I made up that title. It could be a completely inaccurate description of the study below. W 
http://query.nytimes.com/gst/fullpage.html?res=9C05E0DC113EF93AA35751C1A9619C8B63&sec=&spon=&pagewanted=all
A team of researchers, led by Michael I. Norton of Harvard Business School, looked at online daters' opinions of people they were about to meet for the first time and compared those ratings with another group's post-date impressions. Before the date, based on what little information the daters saw online, most participants rated their prospective dates between a 6 and a 10 on a 10-point scale, with nobody giving a score below a 3. But post-date scores were lower, on average, and lots of people deemed their date a total dud.
Why? For starters, initial information is open to interpretation. ''And people are so motivated to find somebody they like that they read things into the profiles,'' Norton says. If a man writes that he likes the outdoors, his would-be mate imagines her perfect skiing companion, but when she learns more, she discovers ''the outdoors'' refers to nude beaches. And ''once you see one dissimilarity, everything you learn afterward gets colored by that,'' Norton says.

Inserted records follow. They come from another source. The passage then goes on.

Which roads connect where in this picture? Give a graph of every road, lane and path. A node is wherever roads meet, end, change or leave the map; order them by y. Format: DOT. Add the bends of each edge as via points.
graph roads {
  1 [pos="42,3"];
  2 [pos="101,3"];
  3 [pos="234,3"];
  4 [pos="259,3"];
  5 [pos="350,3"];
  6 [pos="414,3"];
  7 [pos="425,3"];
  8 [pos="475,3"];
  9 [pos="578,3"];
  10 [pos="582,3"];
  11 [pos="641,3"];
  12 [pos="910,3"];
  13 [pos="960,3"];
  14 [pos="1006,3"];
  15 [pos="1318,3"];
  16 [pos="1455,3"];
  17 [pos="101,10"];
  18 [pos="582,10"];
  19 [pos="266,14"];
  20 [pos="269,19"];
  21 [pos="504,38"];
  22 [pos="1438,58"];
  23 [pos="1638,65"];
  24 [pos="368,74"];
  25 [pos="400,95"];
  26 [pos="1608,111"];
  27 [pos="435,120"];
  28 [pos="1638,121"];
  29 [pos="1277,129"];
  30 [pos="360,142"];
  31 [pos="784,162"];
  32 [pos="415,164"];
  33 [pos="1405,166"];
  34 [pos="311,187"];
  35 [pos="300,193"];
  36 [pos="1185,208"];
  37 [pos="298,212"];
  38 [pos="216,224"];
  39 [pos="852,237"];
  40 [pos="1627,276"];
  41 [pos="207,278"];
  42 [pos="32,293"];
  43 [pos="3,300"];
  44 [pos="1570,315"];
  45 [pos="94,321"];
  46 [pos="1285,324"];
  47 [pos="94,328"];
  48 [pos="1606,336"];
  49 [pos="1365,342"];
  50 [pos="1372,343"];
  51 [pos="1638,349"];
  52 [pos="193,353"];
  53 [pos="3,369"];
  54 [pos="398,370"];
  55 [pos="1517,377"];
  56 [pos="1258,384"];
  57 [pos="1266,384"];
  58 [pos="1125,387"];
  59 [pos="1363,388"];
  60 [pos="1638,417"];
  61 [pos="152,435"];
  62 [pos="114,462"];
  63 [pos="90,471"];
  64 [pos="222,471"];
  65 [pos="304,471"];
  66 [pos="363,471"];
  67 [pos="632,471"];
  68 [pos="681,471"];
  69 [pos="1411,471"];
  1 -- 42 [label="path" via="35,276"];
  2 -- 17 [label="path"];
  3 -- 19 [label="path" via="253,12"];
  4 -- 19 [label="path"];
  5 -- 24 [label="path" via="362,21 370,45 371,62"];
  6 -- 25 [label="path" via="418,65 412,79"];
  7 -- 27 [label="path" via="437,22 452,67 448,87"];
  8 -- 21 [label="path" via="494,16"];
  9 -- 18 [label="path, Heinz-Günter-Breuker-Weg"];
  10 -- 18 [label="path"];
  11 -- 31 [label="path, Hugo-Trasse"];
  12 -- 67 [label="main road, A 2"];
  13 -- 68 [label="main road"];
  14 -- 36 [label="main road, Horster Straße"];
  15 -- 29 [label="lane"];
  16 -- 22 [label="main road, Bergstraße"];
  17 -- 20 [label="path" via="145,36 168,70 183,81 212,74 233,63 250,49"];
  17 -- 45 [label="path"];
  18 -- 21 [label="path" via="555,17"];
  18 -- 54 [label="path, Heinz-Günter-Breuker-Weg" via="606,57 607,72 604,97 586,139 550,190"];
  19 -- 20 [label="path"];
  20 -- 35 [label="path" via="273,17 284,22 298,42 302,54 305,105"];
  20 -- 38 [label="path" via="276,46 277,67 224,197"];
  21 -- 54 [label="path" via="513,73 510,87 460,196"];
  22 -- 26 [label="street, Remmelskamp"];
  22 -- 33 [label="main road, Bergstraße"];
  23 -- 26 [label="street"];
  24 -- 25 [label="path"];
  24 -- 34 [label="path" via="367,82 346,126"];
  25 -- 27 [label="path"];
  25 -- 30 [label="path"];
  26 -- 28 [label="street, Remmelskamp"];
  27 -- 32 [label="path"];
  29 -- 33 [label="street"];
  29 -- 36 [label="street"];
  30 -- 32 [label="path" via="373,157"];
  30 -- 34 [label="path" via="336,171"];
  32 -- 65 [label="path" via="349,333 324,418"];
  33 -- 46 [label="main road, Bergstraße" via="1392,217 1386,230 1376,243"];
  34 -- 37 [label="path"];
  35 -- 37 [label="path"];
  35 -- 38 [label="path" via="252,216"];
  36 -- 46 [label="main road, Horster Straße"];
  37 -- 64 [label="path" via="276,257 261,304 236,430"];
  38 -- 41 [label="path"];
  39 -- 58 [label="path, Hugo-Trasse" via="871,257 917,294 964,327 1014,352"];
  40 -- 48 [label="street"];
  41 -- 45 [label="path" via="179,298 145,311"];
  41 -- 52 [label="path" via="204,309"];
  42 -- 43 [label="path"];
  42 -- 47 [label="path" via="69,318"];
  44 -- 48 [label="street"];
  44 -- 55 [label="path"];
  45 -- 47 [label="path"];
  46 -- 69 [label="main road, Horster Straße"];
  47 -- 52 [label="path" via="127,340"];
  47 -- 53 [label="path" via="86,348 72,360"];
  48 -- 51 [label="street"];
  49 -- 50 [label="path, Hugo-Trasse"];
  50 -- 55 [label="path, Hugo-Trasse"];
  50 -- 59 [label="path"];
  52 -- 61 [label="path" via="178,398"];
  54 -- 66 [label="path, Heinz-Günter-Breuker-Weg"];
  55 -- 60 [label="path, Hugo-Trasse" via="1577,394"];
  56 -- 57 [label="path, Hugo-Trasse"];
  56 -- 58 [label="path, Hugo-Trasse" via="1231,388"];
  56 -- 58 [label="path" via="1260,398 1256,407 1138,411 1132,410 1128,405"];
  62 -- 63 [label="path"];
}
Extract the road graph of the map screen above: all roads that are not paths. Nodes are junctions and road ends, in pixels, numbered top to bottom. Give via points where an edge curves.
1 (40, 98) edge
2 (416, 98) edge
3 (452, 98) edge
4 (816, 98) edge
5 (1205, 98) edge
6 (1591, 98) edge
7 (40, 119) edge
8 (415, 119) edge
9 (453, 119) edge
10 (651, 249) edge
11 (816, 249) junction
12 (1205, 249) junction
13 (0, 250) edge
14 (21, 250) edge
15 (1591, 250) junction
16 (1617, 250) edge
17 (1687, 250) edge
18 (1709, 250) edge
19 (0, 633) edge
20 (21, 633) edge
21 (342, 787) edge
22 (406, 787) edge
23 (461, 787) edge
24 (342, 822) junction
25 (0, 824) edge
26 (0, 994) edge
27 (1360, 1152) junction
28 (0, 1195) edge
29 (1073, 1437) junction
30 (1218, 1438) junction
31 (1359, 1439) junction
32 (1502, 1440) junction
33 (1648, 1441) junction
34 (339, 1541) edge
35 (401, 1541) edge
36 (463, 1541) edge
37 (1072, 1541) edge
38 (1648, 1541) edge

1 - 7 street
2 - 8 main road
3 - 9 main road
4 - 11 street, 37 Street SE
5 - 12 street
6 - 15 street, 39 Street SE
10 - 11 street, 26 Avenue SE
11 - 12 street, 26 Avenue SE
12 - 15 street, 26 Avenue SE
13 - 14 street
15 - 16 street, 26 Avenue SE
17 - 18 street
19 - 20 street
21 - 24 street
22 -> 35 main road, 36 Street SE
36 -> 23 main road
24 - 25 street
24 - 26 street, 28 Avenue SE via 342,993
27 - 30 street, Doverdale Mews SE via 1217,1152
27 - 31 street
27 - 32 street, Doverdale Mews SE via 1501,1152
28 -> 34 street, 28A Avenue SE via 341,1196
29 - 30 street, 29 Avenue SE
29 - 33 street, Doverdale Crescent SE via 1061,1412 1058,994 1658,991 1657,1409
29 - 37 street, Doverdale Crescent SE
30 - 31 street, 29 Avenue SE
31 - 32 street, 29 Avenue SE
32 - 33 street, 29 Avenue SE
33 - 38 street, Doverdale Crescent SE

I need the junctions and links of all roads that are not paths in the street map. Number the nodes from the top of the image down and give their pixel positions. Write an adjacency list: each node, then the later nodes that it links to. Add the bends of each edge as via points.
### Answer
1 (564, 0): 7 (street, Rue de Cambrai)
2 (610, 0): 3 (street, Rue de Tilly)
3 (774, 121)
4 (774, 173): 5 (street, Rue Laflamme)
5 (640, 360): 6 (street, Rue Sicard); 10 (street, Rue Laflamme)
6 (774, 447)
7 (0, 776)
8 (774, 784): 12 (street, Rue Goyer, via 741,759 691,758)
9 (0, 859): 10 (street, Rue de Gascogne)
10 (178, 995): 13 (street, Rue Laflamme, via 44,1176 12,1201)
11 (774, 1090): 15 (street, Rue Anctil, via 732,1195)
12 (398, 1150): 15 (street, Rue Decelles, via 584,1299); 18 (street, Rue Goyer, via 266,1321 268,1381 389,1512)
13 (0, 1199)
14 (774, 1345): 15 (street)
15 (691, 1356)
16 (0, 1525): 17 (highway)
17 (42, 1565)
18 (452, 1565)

The letdown from getting more information isn't true just for romance. In one experiment, the researchers showed college students different numbers of randomly selected traits and asked them to rate how much they'd like the person described. For the most part, the more traits participants saw, the less they said they would like the other person. But another group of students had overwhelmingly said they would like people more after learning more about them.
We make this mistake, the researchers say, largely because we can all recall cases of more knowledge leading to more liking. ''You forget the people in your third-grade class you didn't like; you remember the people you're still friends with,'' Norton explains.
http://www.predictablyirrational.com/?page_id=17 (from one of the author's (Dan Ariely) blog)
The paper itself is about the idea that although people expect that the more they get to know about another person the more they will like this person, in reality familiarity breeds contempt!
Why is this the case? When we get partial information about others we tend to fill the gaps optimistically, assuming that they are just like us and that they like the same things we like. However, when we learn more about that other person we can no longer hold this optimistic interpretation, the disappointment begins, and from there on the disappointments escalate. For example, imagine that someone writes that they like music. You assume that it is the same music you like (blues) and you immediately like this blues-music-lover. But when you learn more, you discover that in fact they like jazz, and once you see one dissimilarity, everything you learn afterward is colored by that.
What is the lesson here? Sure there are some people that are worth knowing very well, but in the process of finding these individuals we will encounter a lot of heartache and disappointments.